EXERCISE DESCRIPTION: If a picture appears in the records, leave it out and transcribe the rest exactly.

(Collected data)
******
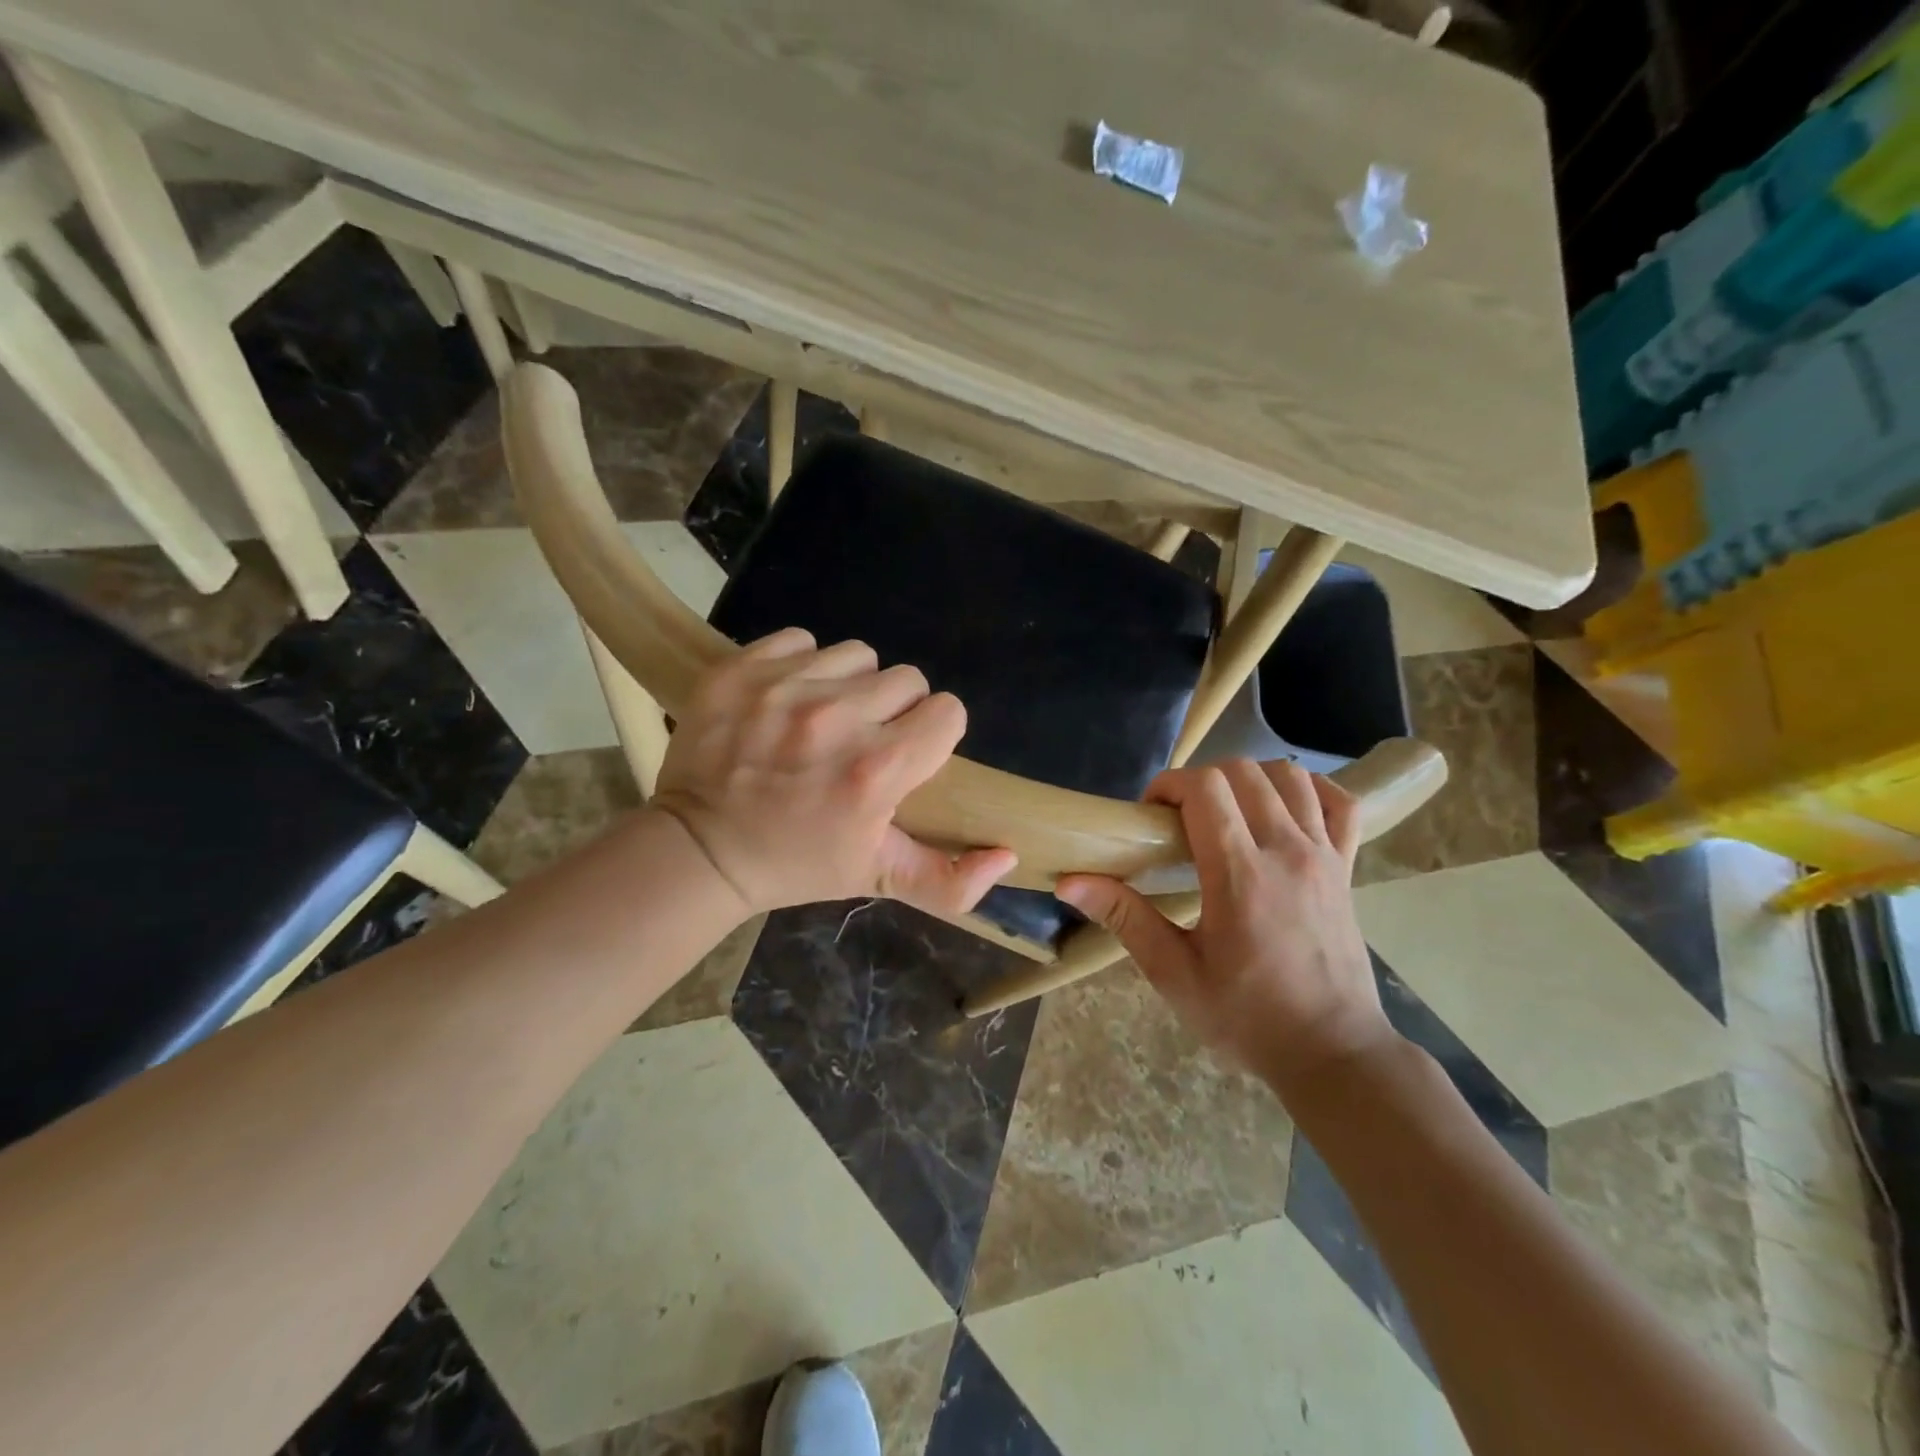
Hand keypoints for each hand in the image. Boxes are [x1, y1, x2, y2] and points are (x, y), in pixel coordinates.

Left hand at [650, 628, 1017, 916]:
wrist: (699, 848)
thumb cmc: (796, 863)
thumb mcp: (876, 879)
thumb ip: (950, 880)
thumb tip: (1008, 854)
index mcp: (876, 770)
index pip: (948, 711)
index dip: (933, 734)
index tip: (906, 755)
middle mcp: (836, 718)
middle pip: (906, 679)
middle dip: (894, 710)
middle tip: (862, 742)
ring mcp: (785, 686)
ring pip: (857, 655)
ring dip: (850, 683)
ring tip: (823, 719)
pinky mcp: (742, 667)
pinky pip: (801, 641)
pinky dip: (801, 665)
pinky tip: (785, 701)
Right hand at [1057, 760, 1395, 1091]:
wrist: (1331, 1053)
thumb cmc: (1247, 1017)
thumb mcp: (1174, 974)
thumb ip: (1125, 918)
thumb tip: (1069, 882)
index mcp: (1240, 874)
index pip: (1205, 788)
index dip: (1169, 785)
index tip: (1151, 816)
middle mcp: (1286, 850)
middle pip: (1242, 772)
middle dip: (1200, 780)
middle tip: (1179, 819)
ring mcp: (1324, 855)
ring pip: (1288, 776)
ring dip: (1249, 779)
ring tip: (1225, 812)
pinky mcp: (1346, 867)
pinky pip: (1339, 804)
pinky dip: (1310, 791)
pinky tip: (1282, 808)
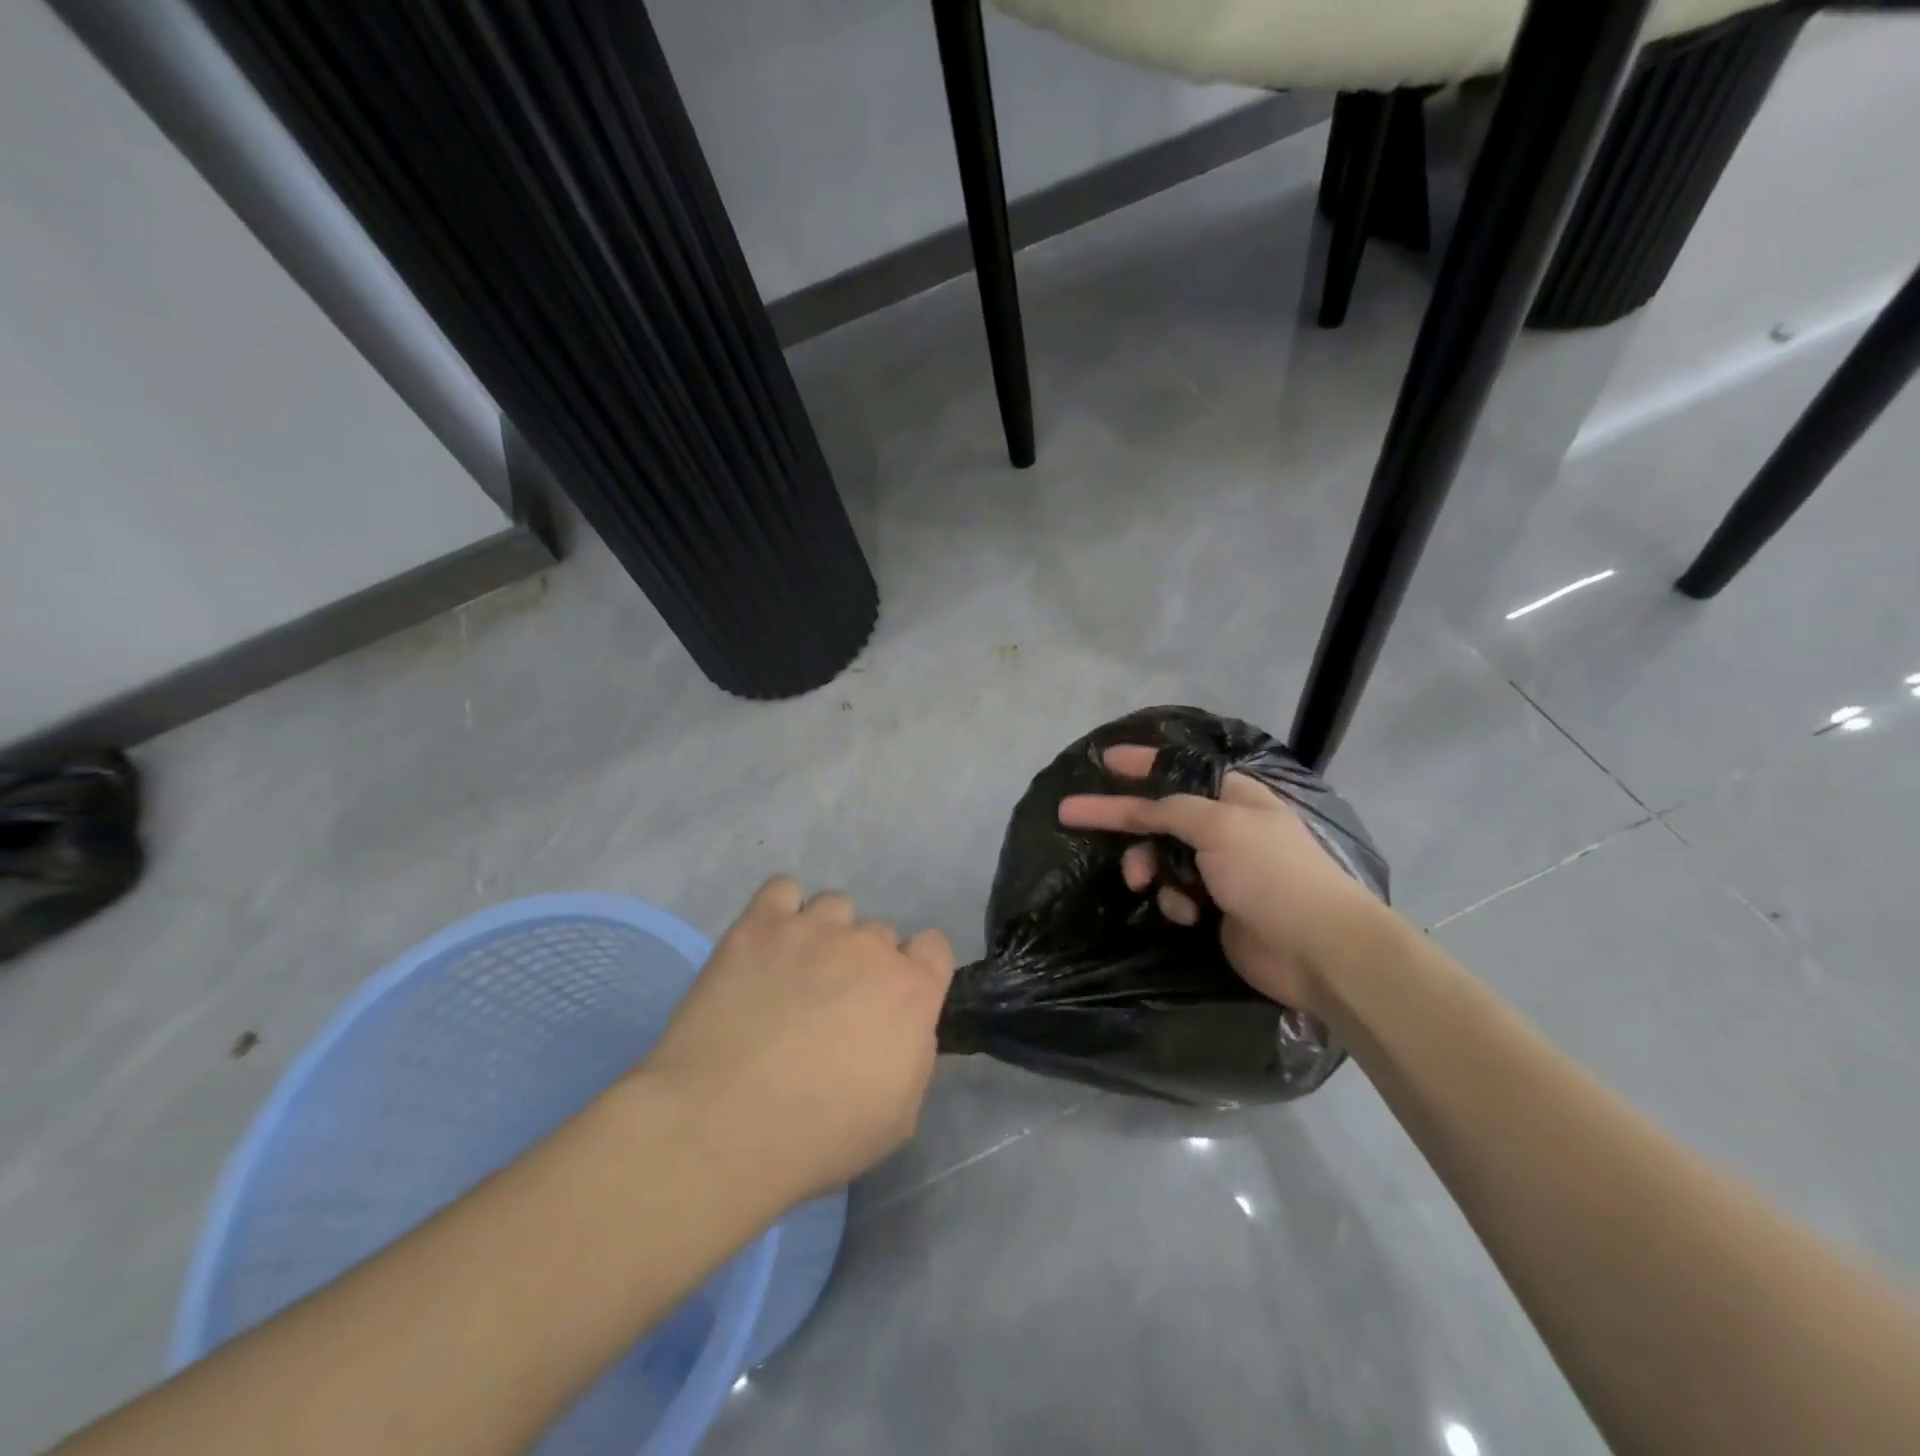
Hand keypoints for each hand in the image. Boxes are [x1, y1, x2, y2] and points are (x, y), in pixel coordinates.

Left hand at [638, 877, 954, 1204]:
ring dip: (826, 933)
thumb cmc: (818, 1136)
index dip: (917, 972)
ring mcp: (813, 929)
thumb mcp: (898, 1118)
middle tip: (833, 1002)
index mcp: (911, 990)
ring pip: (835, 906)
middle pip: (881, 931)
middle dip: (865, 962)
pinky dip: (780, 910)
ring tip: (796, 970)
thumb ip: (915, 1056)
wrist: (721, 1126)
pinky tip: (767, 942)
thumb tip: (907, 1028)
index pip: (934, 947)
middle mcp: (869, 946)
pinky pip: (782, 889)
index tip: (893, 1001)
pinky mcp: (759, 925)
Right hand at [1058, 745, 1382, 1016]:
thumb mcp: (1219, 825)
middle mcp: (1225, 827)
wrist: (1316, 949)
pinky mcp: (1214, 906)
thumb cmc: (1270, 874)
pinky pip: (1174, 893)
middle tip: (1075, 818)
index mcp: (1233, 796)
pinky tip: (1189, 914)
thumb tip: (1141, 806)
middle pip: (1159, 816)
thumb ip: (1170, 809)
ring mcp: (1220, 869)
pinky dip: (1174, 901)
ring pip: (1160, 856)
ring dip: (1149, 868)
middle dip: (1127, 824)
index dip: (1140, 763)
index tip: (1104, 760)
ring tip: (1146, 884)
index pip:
******
RESPONSE AREA:
Hand keypoints for each hand in the image. Boxes are [x1, y1, x2, y2] and points are (x, y), in pixel coordinates.

Left hand at [650, 628, 1017, 916]:
wrist: (699, 848)
thumb cmc: (796, 863)
thumb mcp: (876, 879)
thumb ip: (950, 880)
thumb tip: (1008, 854)
index mcp: (876, 770)
index pip: (948, 711)
index dip: (933, 734)
index tip: (906, 755)
middle mcp: (836, 718)
middle pip: (906, 679)
middle dip: (894, 710)
middle tip: (862, 742)
ring mcp: (785, 686)
ring pip: (857, 655)
ring dip: (850, 683)
ring tip: (823, 719)
pinky mcp: (742, 667)
pinky pip: (801, 641)
pinky dip: (801, 665)
pinky tip: (785, 701)
Right hand at [1057, 760, 1395, 1091]:
wrist: (1331, 1053)
thumb cmc: (1247, 1017)
thumb mcp: (1174, 974)
thumb ip: (1125, 918)
thumb tip: (1069, 882)
index mcp: (1240, 874)
index pip: (1205, 788)
index dip: (1169, 785)
index tip: (1151, 816)
middle mcp: (1286, 850)
middle pip: (1242, 772)
middle dip: (1200, 780)
middle tip: (1179, 819)
ring mcp: (1324, 855)
ring pip: (1288, 776)
ring dip: (1249, 779)
ring tip: (1225, 812)
pinky mcp: (1346, 867)
pinky pip: (1339, 804)
pinky dip: (1310, 791)
pinky tip: (1282, 808)
Hand keypoints for each hand in the image. Boxes are [x1, y1, x2, y2] and points are (x, y), in pixel coordinates.

Left hand at [638, 877, 954, 1204]:
ring dip: (826, 933)
thumb cmc: (818, 1136)
index dip: (917, 972)
ring mcp: (813, 929)
thumb mcp: (898, 1118)
middle tip: (833, 1002)
index mcp: (911, 990)
ring pip: (835, 906)
middle pip: (881, 931)
middle dip: (865, 962)
pinky dip: (780, 910)
ring tip: (796, 970)
thumb ip: (915, 1056)
wrist: (721, 1126)
pinky tip: (767, 942)
thumb tip: (907, 1028)
index pip: (934, 947)
middle mcp: (869, 946)
pinky pip: (782, 889)
index tip: (893, 1001)
pinky mcp: (759, 925)
Right hand at [1058, 745, 1382, 1016]:
thumb mcp: (1219, 825)
middle mcp: (1225, 827)
wrist: (1316, 949)
pinky mcp: (1214, 906)
thumb cmc: (1270, 874)
pinky pip: (1174, 893)
middle tip: (1075, 818)
index mcp: (1233, 796)
pinky tip: (1189, 914)
thumb tip: (1141, 806)
middle pip: (1159, 816)
thumb ip: (1170, 809)
ring mcp: (1220, 869)
pinky dip: (1174, 901)
ring pip: (1160, 856)
ring dip: (1149, 868)
middle dip: (1127, 824)
index dip: (1140, 763)
index tip: (1104, 760)
ring tip: (1146, 884)
index pip:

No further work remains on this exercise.